Tuesday, September 06, 2016

"same active ingredient" claim is false when P's product has multiple active ingredients

Merial LLC v. Fidopharm, Inc., 2014 WL 11930586, No. 13-cv-1207 (N.D. Ga. Sept. 5, 2014)

Old, but interesting enough to blog when it showed up in my Westclip search. Merial sells Frontline, a popular line of flea and tick preventives.  Defendants sell competing treatments under the “PetArmor” brand name.  Both are “spot-on” treatments, topical pesticides applied directly to the pet’s skin.

Merial’s predecessor discovered that fipronil, a broad-spectrum, EPA-regulated insecticide, was particularly effective at protecting cats and dogs from flea and tick infestations, and Merial was the exclusive licensee of a “fipronil compound patent” In 1997, Merial introduced its first spot-on treatment, Frontline Top Spot, which contained fipronil as its only active ingredient.  In 2000, Merial introduced Frontline Plus, which contained both fipronil, to control adult fleas and ticks, and (s)-methoprene, an insect growth regulator, to kill flea eggs and larvae, which makes Frontline Plus even more effective.  Frontline Plus has been the top selling flea and tick preventive in the United States since 2002, and is covered by a patent for the composition.  A 2012 product, Frontline Tritak, added a third active ingredient.  In 2013, Merial reformulated Top Spot so that it had both fipronil and (s)-methoprene.

Defendants currently sell a fipronil-only product called PetArmor, on the market since at least 2011. Merial sued because defendants allegedly falsely advertised that PetArmor products were “generic versions” of Frontline products containing the “same active ingredient” and  providing the “same flea and tick protection” as Frontline products.

Because Frontline Top Spot was sold as fipronil-only until May 2013, comparative claims about PetArmor and Top Spot were true until then.  Thus, the key issue was whether defendants’ ads referred to the original or combo formulation, which in turn depended on when their claims were made.

The court found that claims that defendants’ products contained “the same active ingredient” and similar claims were literally false after May 2013 or when the statements, in context, made claims about Frontline products in general rather than Top Spot.  In context, the statements unambiguously indicated that Frontline products had only one active ingredient.  Defendants’ claim to provide  “significant” or “great” savings further linked their products to Frontline products, conveying the message that customers would get the same product, for a lower price, reinforcing the idea that each product contained a single active ingredient.  This was literally false, as was “same flea and tick protection” and related claims.  It was false to say that PetArmor and Frontline “provide the same protection” or “work the same way.”

However, claims limited to adult fleas and ticks were not literally false.  Defendants had some study evidence that it was fipronil that did the job against adult fleas and ticks, and, though these were establishment claims, Merial didn’t show that the study was unreliable or didn’t show what defendants claimed it showed.
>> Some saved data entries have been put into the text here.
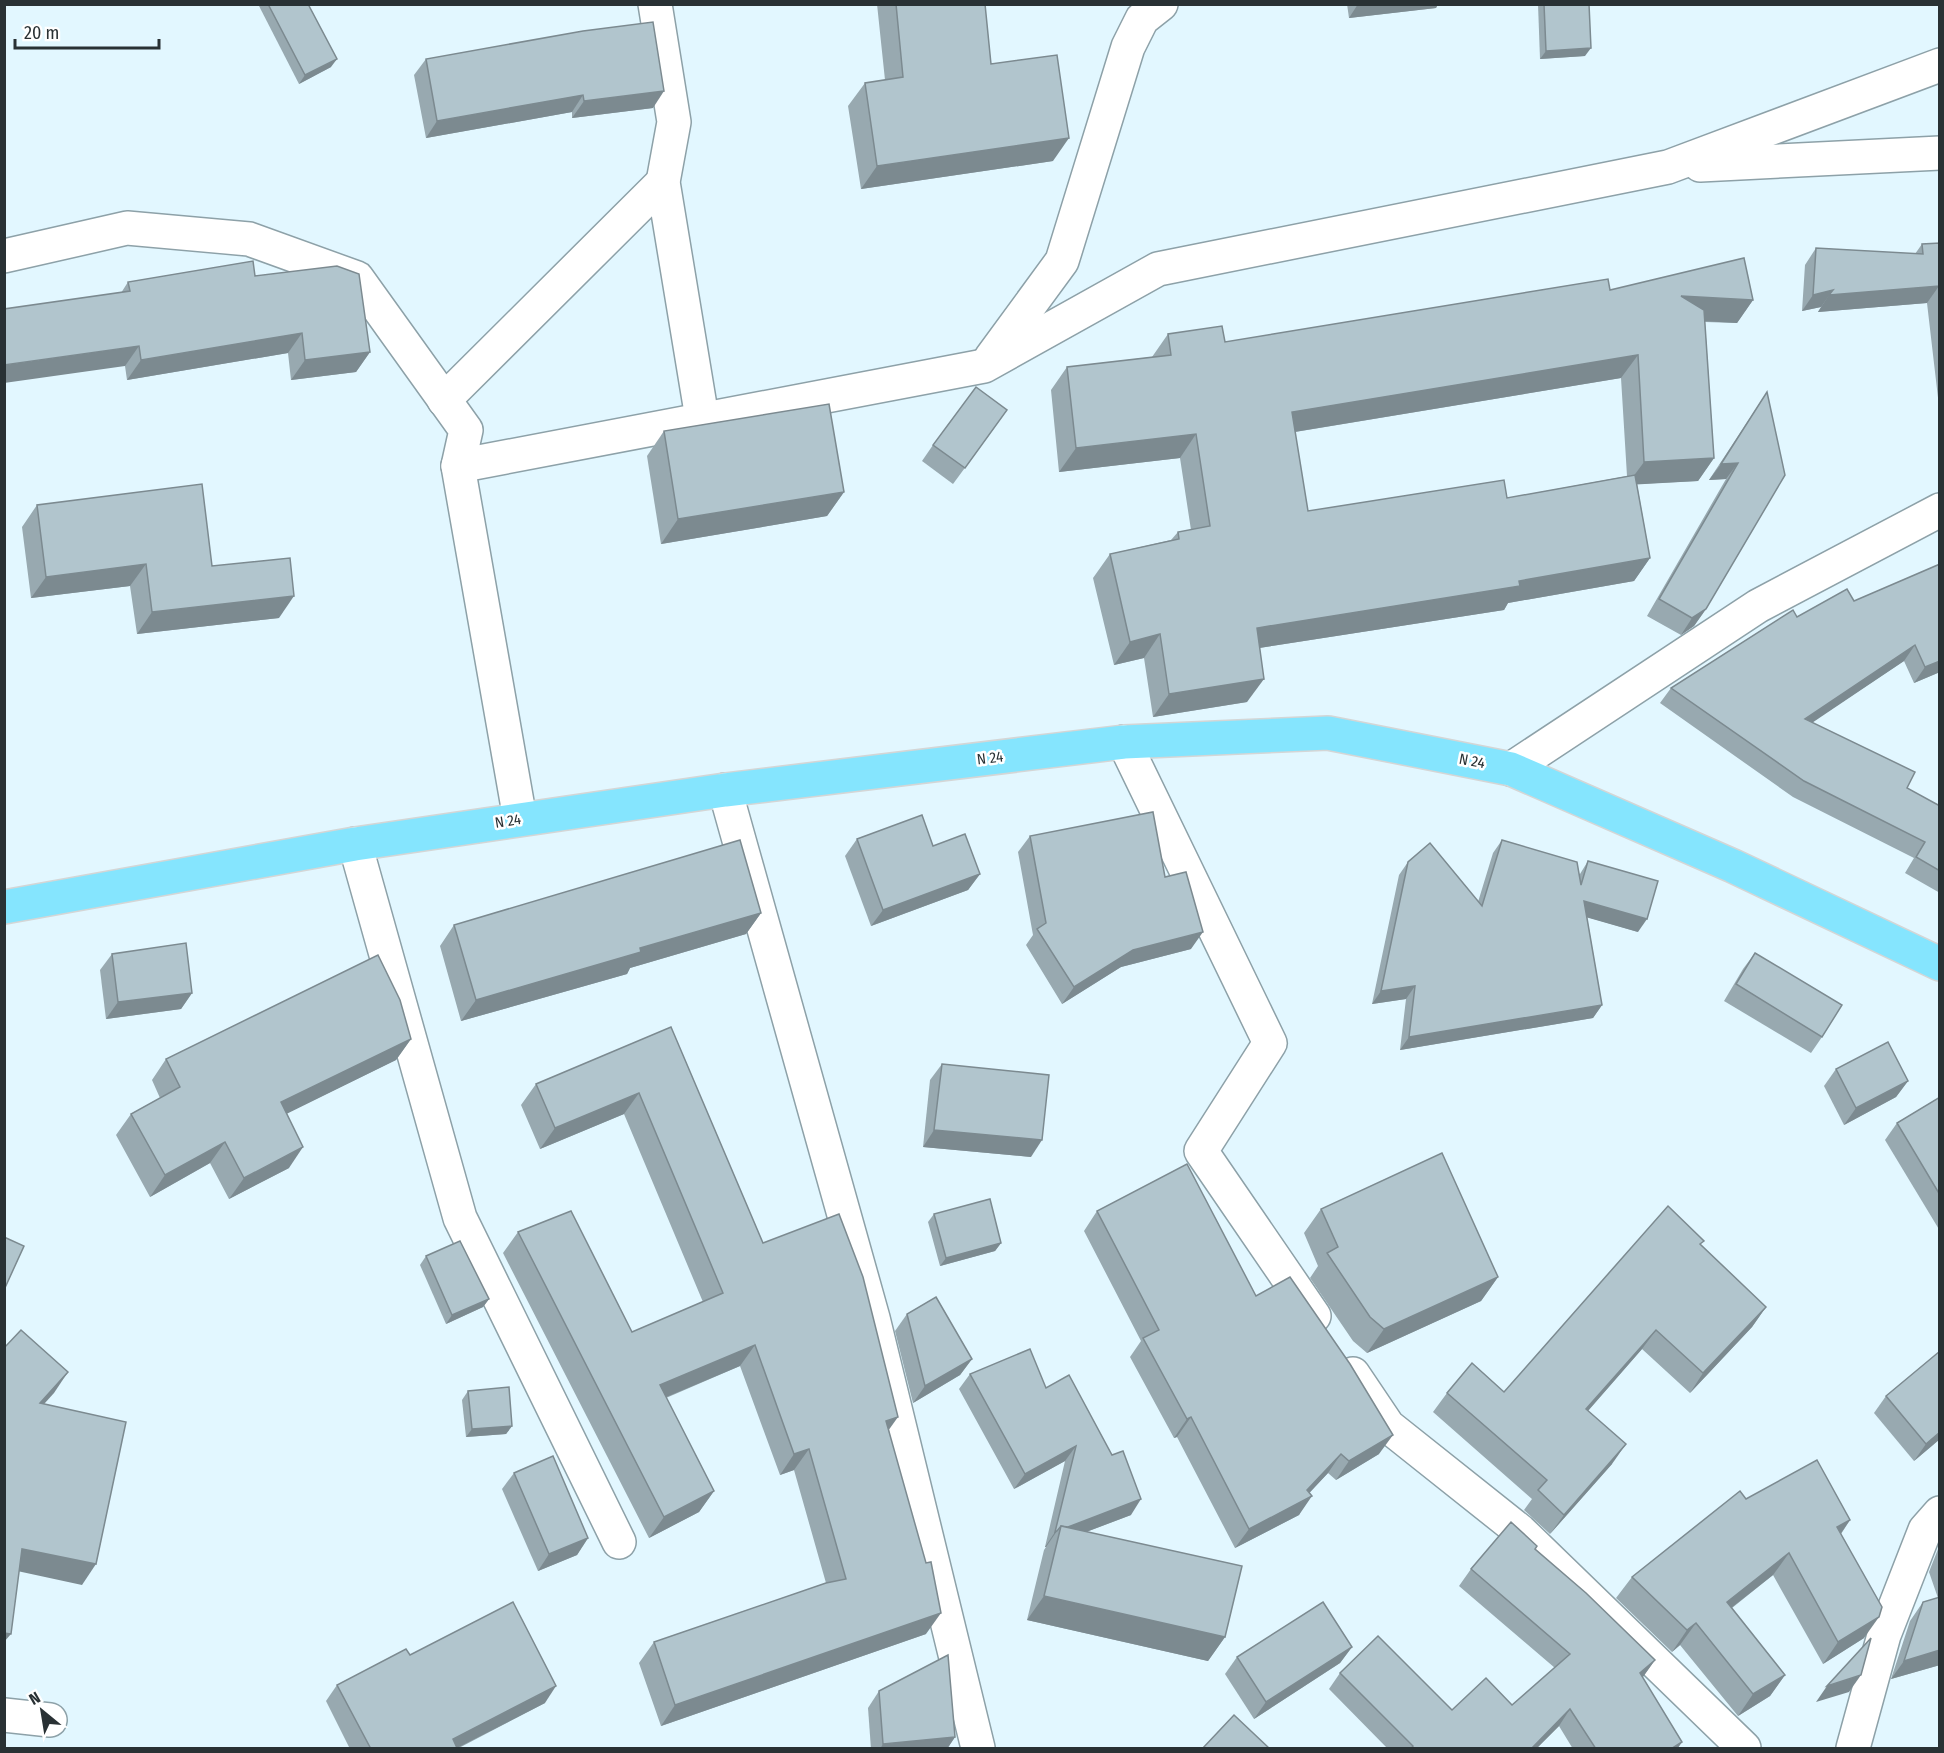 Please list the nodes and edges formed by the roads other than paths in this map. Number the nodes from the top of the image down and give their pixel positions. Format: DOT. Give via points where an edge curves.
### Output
graph roads {
  1 [pos="655,4"];
  2 [pos="1161,4"];
  3 [pos="1940,65"];
  4 [pos="1940,153"];
  5 [pos="1668,167"];
  6 [pos="663,182"];
  7 [pos="4,256"];
  8 [pos="984,366"];
  9 [pos="444,400"];
  10 [pos="702,418"];
  11 [pos="458,466"];
  12 [pos="1940,510"];
  13 [pos="1124,742"];
  14 [pos="1511,769"];
  15 [pos="725,790"];
  16 [pos="520,819"];
  17 [pos="355,844"];
  18 [pos="4,907"];
  19 [pos="1940,964"];
  20 [pos="1935,1523"];
  21 [pos="619,1542"];
  22 [pos="4,1715"];
  23 [pos="50,1720"];
  24 [pos="1741,1748"];
  25 [pos="978,1749"];
  26 [pos="1854,1749"];
  1 -- 6 [label="street" via="674,122"];
  2 -- 8 [label="street" via="1142,19 1128,47 1062,261"];
  3 -- 5 [label="street"];
  4 -- 5 [label="street"];
  5 -- 8 [label="street" via="1158,269"];
  6 -- 9 [label="street"];
  6 -- 10 [label="street"];
  7 -- 9 [label="street" via="127,228 249,239 357,278"];
  8 -- 10 [label="street"];
  9 -- 11 [label="street" via="466,430"];
  10 -- 11 [label="street"];
  11 -- 16 [label="street"];
  12 -- 14 [label="street" via="1758,606"];
  13 -- 14 [label="main road, N 24" via="1328,733"];
  13 -- 15 [label="main road, N 24"];
  13 -- 24 [label="street" via="1270,1043 1201,1151 1388,1426 1520,1531"];
  14 -- 19 [label="main road, N 24" via="1733,866"];
  15 -- 16 [label="main road, N 24"];
  15 -- 25 [label="street" via="873,1317"];
  16 -- 17 [label="main road, N 24"];
  17 -- 18 [label="main road, N 24"];
  17 -- 21 [label="street" via="460,1218"];
  20 -- 26 [label="street" via="1884,1635"];
  22 -- 23 [label="street"];
}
Merial’s argument that the studies didn’t directly compare PetArmor products and Frontline products didn’t suffice.

The court also found that it was false to call PetArmor products the “generic version” of Frontline products.  Although the EPA found substantial similarity, that was between PetArmor and the single-active-ingredient Top Spot.  The court accepted Merial’s definition of “generic” as “has the same active ingredients,” which here was false.  Defendants’ own separate attempt to secure EPA registration for a combo me-too product showed that fipronil alone wasn’t “substantially similar” or “generic” to combo products.

However, “#1 veterinarian recommended active ingredient” was not literally false.  Defendants had a 2012 survey in which veterinarians were asked to provide a top recommended active ingredient for treating fleas and ticks. Nearly 70% of veterinarians chose fipronil.  A few other pieces of evidence supported this claim as well.  Merial didn’t provide contrary evidence.

Merial submitted a survey trying to show misleadingness of the non-literally false claims, but the court declined to rely on the survey for preliminary injunction purposes without ruling on any of defendants’ critiques.

The claims here were naturally material, and defendants’ business plans confirmed that.  Harm and irreparable harm to Merial were also easy because these were literally false comparative ads; even if a presumption of irreparable harm is no longer allowed by eBay, there was evidence of irreparable harm because the ads here “were specifically developed to induce Plaintiff’s customers to ‘switch’ from a vet-dispensed Frontline product to an over-the-counter PetArmor product.”  This was likely to cause irreparable harm “by diminishing the value of Frontline products in the eyes of consumers, and thus directly harming the value of the Frontline brand itself.”  How this differs from a presumption of irreparable harm from direct comparative ads is an exercise left for the reader.


The balance of harms and the public interest also, of course, supported a preliminary injunction tracking the claims the court had found to be false.